Why I don't talk about "work/life balance" anymore.
The buzz, my friend, has left the building...
I’m not sure when “work/life balance” became a thing. But I sure as heck wasn’t talking about it back in 2004 working 14 hour days shooting a TV show.
My jobs in the last decade though, have included lots of discussion about it. It became a bit of a buzzword. Something companies put on their website to show they weren’t awful to work for. Something employees used to describe not feeling burnt out.
And somewhere along the way, it kind of lost its meaning. It got hijacked by people who didn’t follow through. It meant something different to everyone.
For me, life and work are on a spectrum. There have been times in my life where I happily worked 14 hours a day. For the love of the what I was doing. I had passion and energy and youth on my side. And there have been times when I worked 32 hours a week and felt like my brain was turning to mush, exhausted, depleted and dying slowly inside.
I no longer have youth on my side. I’m not over the hill yet but years of sitting at a desk have given me aches and injuries that have impacted my daily life. I can no longer tolerate certain types of environment or situations. I crave the quiet. I need time to recharge and rebuild. The balance therefore is not really a balance at all. It’s a sliding scale that changes at different points in your life.
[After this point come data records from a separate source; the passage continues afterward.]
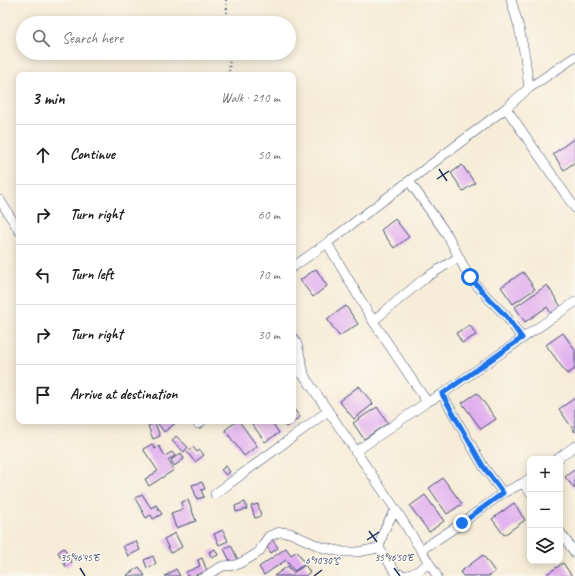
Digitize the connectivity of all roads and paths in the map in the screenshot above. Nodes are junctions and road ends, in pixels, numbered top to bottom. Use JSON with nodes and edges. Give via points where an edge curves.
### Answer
{"nodes":[{"id":1,"x":226,"y":0,"type":"edge"},
{"id":2,"x":511,"y":0,"type":"edge"},
{"id":3,"x":227,"y":16,"type":"edge"},
{"id":4,"x":575,"y":57,"type":"edge"},
{"id":5,"x":230,"y":60,"type":"edge"},
{"id":6,"x":229,"y":72,"type":"edge"},
{"id":7,"x":529,"y":88,"type":"junction"},
{"id":8,"x":506,"y":108,"type":"junction"},
{"id":9,"x":409,"y":182,"type":"junction"},
{"id":10,"x":0,"y":200,"type":"edge"},
{"id":11,"x":575,"y":208,"type":"edge"},
{"id":12,"x":16,"y":226,"type":"edge"},
{"id":13,"x":327,"y":243,"type":"junction"},
{"id":14,"x":459,"y":257,"type":"junction"},
{"id":15,"x":296,"y":264,"type":"edge"},
{"id":16,"x":575,"y":302,"type":"edge"},
{"id":17,"x":373,"y":321,"type":"junction"},
{"id":18,"x":522,"y":338,"type":"junction"},
{"id":19,"x":296,"y":341,"type":"edge"},
{"id":20,"x":296,"y":368,"type":"edge"},
{"id":21,"x":305,"y":377,"type":"junction"},
{"id":22,"x":442,"y":394,"type":"junction"},
{"id":23,"x":427,"y":402,"type":"junction"},
{"id":24,"x":328,"y":411,"type":"junction"},
{"id":25,"x":575,"y":446,"type":"edge"},
{"id":26,"x":355,"y":452,"type":"junction"},
{"id":27,"x":561,"y":456,"type":"edge"},
{"id":28,"x":527,"y":480,"type":"edge"},
{"id":29,"x":503,"y":493,"type":"junction"},
{"id":30,"x":214,"y":494,"type":"dead end"},
{"id":31,"x":396,"y":510,"type":"junction"},
{"id":32,"x":563,"y":536,"type":"edge"},
{"id":33,"x":379,"y":548,"type":"junction"},
{"id":34,"x":421,"y":550,"type":"junction"},
{"id":35,"x":575,"y":553,"type":"edge"},
{"id":36,"x":429,"y":563,"type":"junction"},
{"id":37,"x":206,"y":576,"type":"edge"},
{"id":38,"x":406,"y":576,"type":"edge"},
{"id":39,"x":437,"y":576,"type":"edge"}],
"edges":[{"from":1,"to":3,"type":"path"},
{"from":2,"to":7,"type":"street","via":[[521,34]]},
{"from":4,"to":7,"type":"street"},
{"from":5,"to":6,"type":"path"},
{"from":7,"to":8,"type":"street"},
{"from":8,"to":9,"type":"street"},
{"from":8,"to":11,"type":"street"},
{"from":9,"to":13,"type":"street"},
{"from":9,"to":14,"type":"street","via":[[448,236]]},
{"from":10,"to":12,"type":"street"},
{"from":13,"to":15,"type":"street"},
{"from":13,"to":17,"type":"street"},
{"from":14,"to":17,"type":"street","via":[[425,278]]},
{"from":14,"to":18,"type":"street","via":[[470,277],[506,316]]},
{"from":16,"to":18,"type":"street"},
{"from":17,"to":23,"type":"street"},
{"from":18,"to":22,"type":"street"},
{"from":19,"to":21,"type":"street"},
{"from":20,"to":21,"type":"street"},
{"from":21,"to":24,"type":"street"},
{"from":22,"to":23,"type":"street"},
{"from":22,"to":29,"type":"street","via":[[483,466]]},
{"from":23,"to":26,"type":"street"},
{"from":24,"to":26,"type":"street"},
{"from":24,"to":30,"type":"street"},
{"from":25,"to":27,"type":"street"},
{"from":26,"to":31,"type":"street"},
{"from":28,"to":29,"type":"street"},
{"from":29,"to":34,"type":"street"},
{"from":31,"to":33,"type":"street","via":[[382,534]]},
{"from":31,"to":34,"type":"street"},
{"from":32,"to":35,"type":"street"},
{"from":33,"to":37,"type":"street","via":[[343,552],[321,547],[290,533],[280,532],[269,536],[259,552],[248,559],[236,565],[223,566]]},
{"from":33,"to":38,"type":"street","via":[[396,572]]},
{"from":34,"to":36,"type":"street"},
{"from":36,"to":38,"type":"street"},
{"from":36,"to":39,"type":"street"}]}
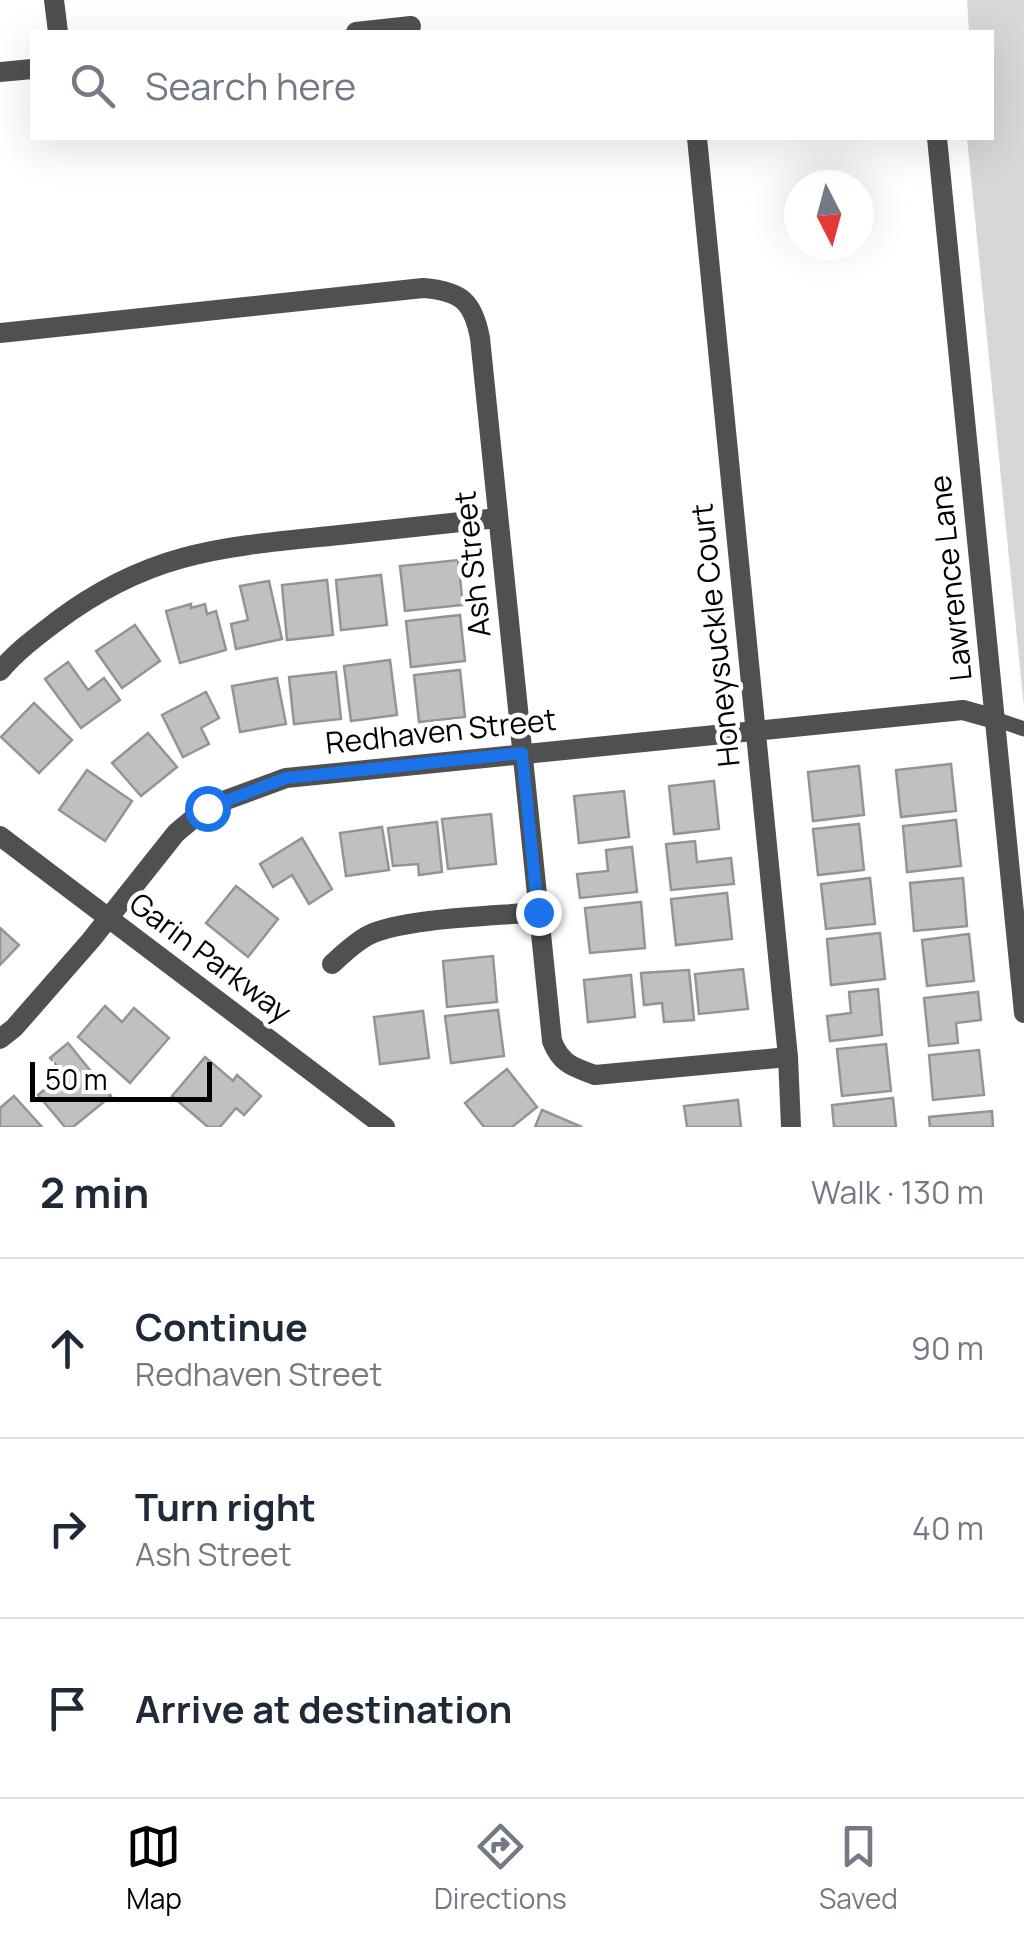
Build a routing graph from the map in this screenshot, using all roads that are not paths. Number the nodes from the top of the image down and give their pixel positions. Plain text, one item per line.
1 (54, 0) edge
2 (411, 26) dead end
3 (58, 30) edge
4 (374, 30) edge
5 (30, 68) edge
6 (0, 72) edge
7 (697, 140) edge
8 (937, 140) edge
9 (0, 334) edge
10 (498, 518) junction
11 (0, 638) edge
12 (17, 652) junction
13 (0, 671) edge
14 (995, 718) junction
15 (1024, 729) edge
16 (756, 730) junction
17 (522, 753) junction
18 (0, 836) edge
19 (538, 912) junction
20 (107, 918) junction
21 (332, 964) dead end
22 (1024, 1013) edge
23 (0, 1039) edge
24 (788, 1057) junction
25 (386, 1127) edge
26 (791, 1127) edge

1 - 3 street
2 - 4 street
5 - 6 street
7 - 16 street, Honeysuckle Court
8 - 14 street, Lawrence Lane
9 - 10 street, Ash Street
10 - 12 street
10 - 17 street, Ash Street
11 - 12 street
12 - 13 street
14 - 15 lane
14 - 16 street, Redhaven Street
14 - 22 street, Lawrence Lane
16 - 17 street, Redhaven Street
16 - 24 street, Honeysuckle Court
17 - 19 street, Ash Street
17 - 20 street, Redhaven Street
18 - 20 street, Garin Parkway
19 - 21 street
19 - 24 street, Ash Street
20 - 23 street, Redhaven Street
20 - 25 street, Garin Parkway
24 - 26 street, Honeysuckle Court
Work/life also implies that these two things are forever at odds. That we have two sides to our existence. And that work is half of that existence. Everything else just falls into “life”. But is work not life too?
Should we be talking more about having a satisfying life? Whatever that may be? Should work be more inclusive of “life”?
That was a rhetorical question. Yes, it should.
It just doesn’t make any sense to me anymore to talk about work/life balance. And I’m not sure anyone really understands what it means nowadays. You could probably ask 10 different people and get 10 different answers.
Since becoming self-employed, there’s a lot of terminology that I now recognise as company-centric. I’ve never needed to use much of the jargon I used when I worked for others. It just doesn’t exist in self employment because I don’t have to think about any other employees or negotiate on behalf of them or myself in the same way. So what I once thought was the norm was actually just a made up construct that helped to keep this divide of “work” and “life”.
There is only life. In all its many facets. Sometimes you’re up, sometimes you’re down. Sometimes you want to work on your career, sometimes you want to work on your family or your health or travel. The scale moves. It is never truly, equally balanced.
So perhaps instead of striving for “work/life balance”, we should be striving for the most fulfilling life possible.
What do you think?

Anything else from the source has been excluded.